Mirage
2022
Oriol Paulo
Le fruit ne tombe visiblement jamais loin de l’arbre, et il semblerait que Oriol Paulo soit décidément un talent à suivre tant il enchaîne les grands films. Il avait tout d’abord plié le game des thrillers avec The Body et L’accusé, qui chacun à sa manière a repoussé les limites de la narration, le premier en jouant sur notre compréhension des événements, le second en jouant sur ce que les protagonistes veulent bien nous dire, et donc nous cacher. Cette fois, il nous revient avec une histoire mêlée de fantastique.
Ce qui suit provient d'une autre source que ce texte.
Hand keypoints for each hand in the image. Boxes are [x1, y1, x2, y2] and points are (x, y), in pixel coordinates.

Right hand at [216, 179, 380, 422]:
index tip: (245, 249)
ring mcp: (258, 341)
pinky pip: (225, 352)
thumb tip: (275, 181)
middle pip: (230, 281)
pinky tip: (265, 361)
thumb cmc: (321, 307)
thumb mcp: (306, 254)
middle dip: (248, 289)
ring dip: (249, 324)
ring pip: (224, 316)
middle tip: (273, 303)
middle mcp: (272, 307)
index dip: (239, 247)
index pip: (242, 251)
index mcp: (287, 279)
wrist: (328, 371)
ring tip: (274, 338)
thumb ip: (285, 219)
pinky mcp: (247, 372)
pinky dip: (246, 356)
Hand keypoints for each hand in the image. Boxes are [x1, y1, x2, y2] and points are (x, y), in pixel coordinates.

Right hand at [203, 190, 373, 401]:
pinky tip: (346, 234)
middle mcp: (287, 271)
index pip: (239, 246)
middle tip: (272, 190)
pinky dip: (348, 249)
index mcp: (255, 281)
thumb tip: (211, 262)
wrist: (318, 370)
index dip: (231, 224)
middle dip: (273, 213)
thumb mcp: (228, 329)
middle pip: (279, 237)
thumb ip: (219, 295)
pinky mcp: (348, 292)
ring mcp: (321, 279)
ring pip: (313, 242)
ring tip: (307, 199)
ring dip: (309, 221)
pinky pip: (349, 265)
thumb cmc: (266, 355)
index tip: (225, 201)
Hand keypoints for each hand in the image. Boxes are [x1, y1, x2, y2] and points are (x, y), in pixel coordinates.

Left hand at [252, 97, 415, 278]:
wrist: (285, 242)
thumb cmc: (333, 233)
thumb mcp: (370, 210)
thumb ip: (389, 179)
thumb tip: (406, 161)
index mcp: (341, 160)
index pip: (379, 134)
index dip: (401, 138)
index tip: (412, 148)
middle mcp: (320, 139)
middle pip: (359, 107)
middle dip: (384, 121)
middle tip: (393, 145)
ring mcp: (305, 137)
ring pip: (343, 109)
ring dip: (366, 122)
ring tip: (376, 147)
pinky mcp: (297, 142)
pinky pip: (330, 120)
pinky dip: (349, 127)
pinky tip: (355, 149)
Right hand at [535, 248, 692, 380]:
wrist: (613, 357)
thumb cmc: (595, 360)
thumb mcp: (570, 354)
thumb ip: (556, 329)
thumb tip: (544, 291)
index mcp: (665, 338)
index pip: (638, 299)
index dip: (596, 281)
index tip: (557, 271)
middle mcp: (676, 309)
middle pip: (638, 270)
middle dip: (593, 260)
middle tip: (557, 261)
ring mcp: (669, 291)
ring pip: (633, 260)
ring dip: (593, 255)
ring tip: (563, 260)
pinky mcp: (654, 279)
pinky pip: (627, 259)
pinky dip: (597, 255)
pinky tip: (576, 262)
Tout commence un soir d’orage, alors que Vera (Adrianna Ugarte) vient tout juste d’emménager dans sa nouvelle maison avec son mari (Alvaro Morte) et leur fille. Un soirée au cours de laquelle leur ami et voisin leur conta l’histoire de son ami d’enfance qui habitait cette même maison, mort renversé par une voiture 25 ans jour pour jour, après avoir été pourchassé par un voisin ayant tué sa femme et dont le meurtre avait été découvert par l’enfant. Cette nuit là, la vieille télé de l’époque laissée dans un placard va mystérieusement s’allumer, créant une communication via l’ancienne caméra encore branchée dessus, permettant à la Vera du présent de communiquer avec le Nico du passé, censé mourir sous peu. Une chance inespérée pour le sauver, sans se douter que la vie allait se retrouver complètement bouleversée.
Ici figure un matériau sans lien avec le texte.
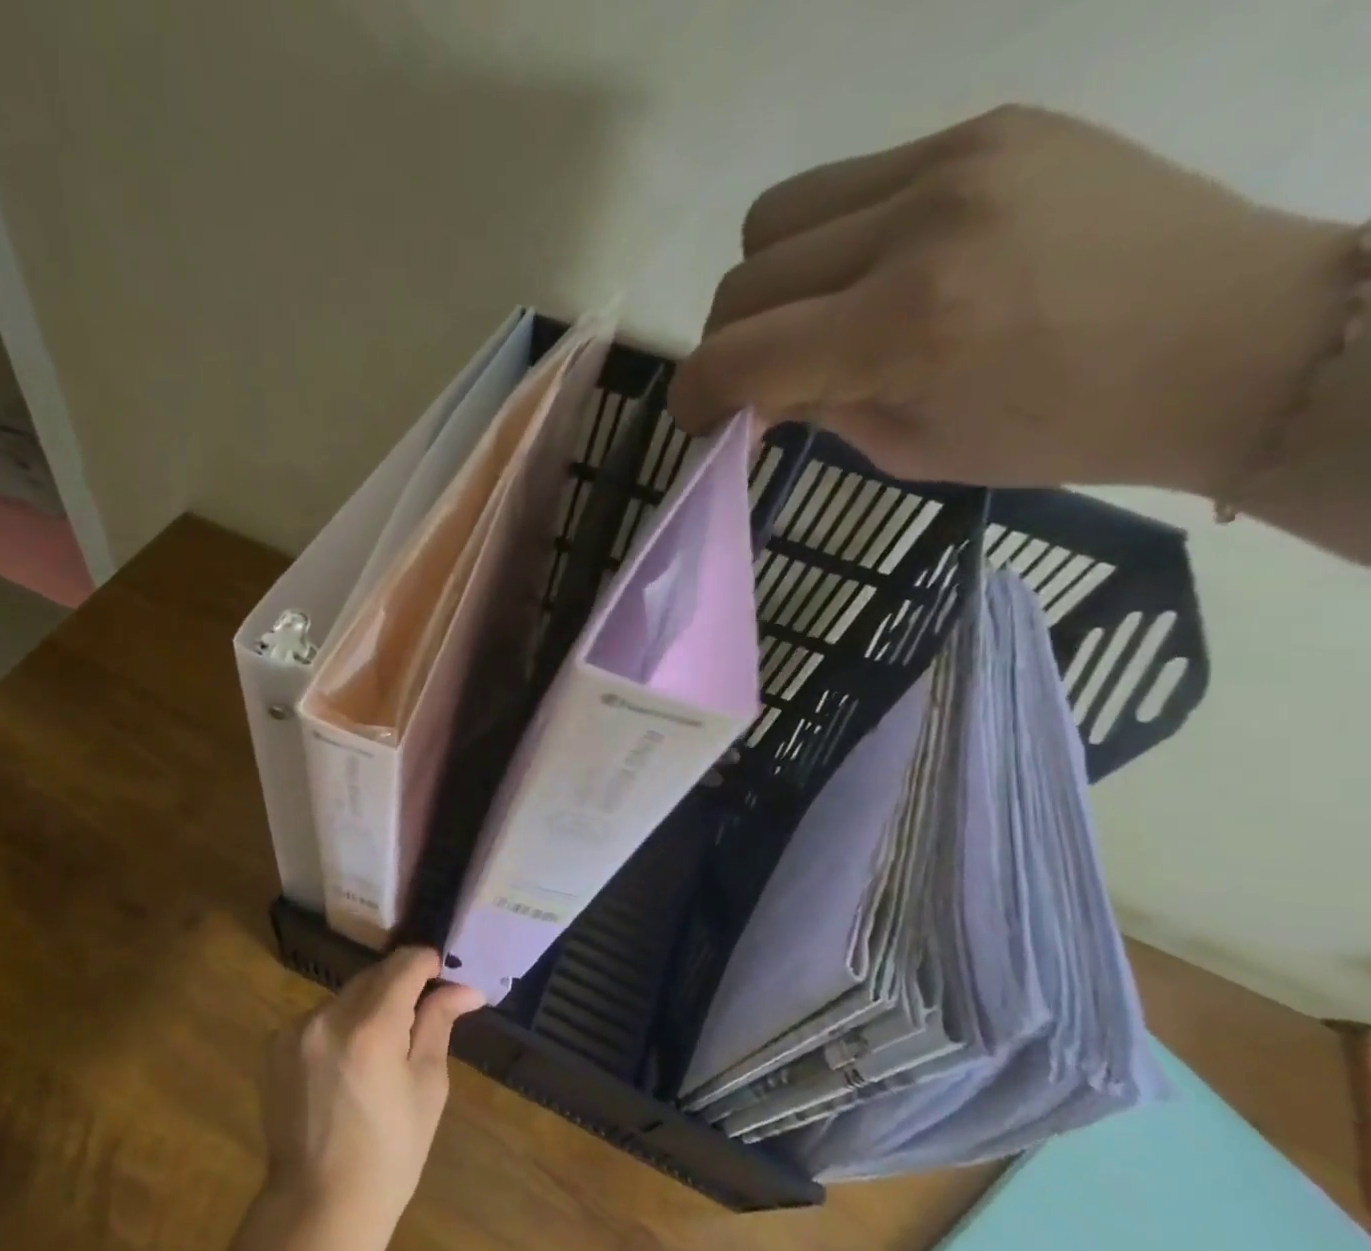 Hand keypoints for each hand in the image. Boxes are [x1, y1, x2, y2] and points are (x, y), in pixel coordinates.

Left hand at [262, 947, 482, 1239]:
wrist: (319, 1205)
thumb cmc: (390, 1154)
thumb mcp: (427, 1089)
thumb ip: (438, 1025)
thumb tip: (465, 989)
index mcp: (371, 1029)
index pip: (402, 966)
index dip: (425, 962)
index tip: (441, 971)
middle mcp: (327, 1017)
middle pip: (371, 977)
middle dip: (398, 985)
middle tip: (420, 1011)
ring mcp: (295, 1030)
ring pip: (343, 997)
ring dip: (366, 1006)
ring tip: (381, 1048)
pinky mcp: (274, 1045)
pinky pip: (318, 1019)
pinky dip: (338, 1027)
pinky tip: (346, 1063)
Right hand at [669, 105, 1351, 494]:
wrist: (1232, 339)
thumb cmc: (1062, 429)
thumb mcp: (910, 448)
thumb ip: (814, 410)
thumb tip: (749, 394)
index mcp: (904, 327)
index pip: (737, 355)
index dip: (693, 396)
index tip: (699, 421)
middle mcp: (918, 223)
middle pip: (744, 278)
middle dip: (728, 343)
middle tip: (759, 379)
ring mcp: (956, 158)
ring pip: (778, 214)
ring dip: (768, 279)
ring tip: (811, 315)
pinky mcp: (989, 125)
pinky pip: (851, 179)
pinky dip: (831, 236)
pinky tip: (874, 269)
Le film mélange habilement deux genres : celui des paradoxes temporels, donc la SF, et celui du thriller d’enquête, la spécialité du réalisateur. Et ce n’est pas de l’effet papillon gratuit et arbitraire qui bouleversera la vie de l’héroïne à son réveil, tout est pleinement pensé jusque dans le moindre détail, et tout est d’une logique implacable. Et avec un minimum de réflexion, elle aurait dû s’en douter : qui dit ami dont le meilleur ami d’enfance ne meurt pas dit forcément des choix de vie différents, voir des fréquentations différentes, sachant que c’est justement ce dernier qui lui avait présenté son futur mari dix ans plus tard. On pourra regretter le manque de lucidité du personnage principal donc, qui se bornera à mettre en avant une réalité qui était la sienne, mais que personne d’autre n’a connu ou n’en a conscience. En dehors de ce seul bémol, on suit avec fascination les changements de réalité, toutes les aspérités du point de divergence, en tâchant de chercher des indices sur des éléments cachés ou des réminiscences, d’autant que le scénario est un petit bijou de logique et d’ingéniosité sur comment déjouer les clichés du genre par une logique implacable. Plus les éléments se recoupent, plus l’histoire avance et plus notre esprit entre dans une ébullition jouissive, largement récompensée par une fin maîtrisée et gratifiante. Une mise en scène redoutable qui n’a d’égal que le talent de scénariste d’un artiste décidément prodigieux.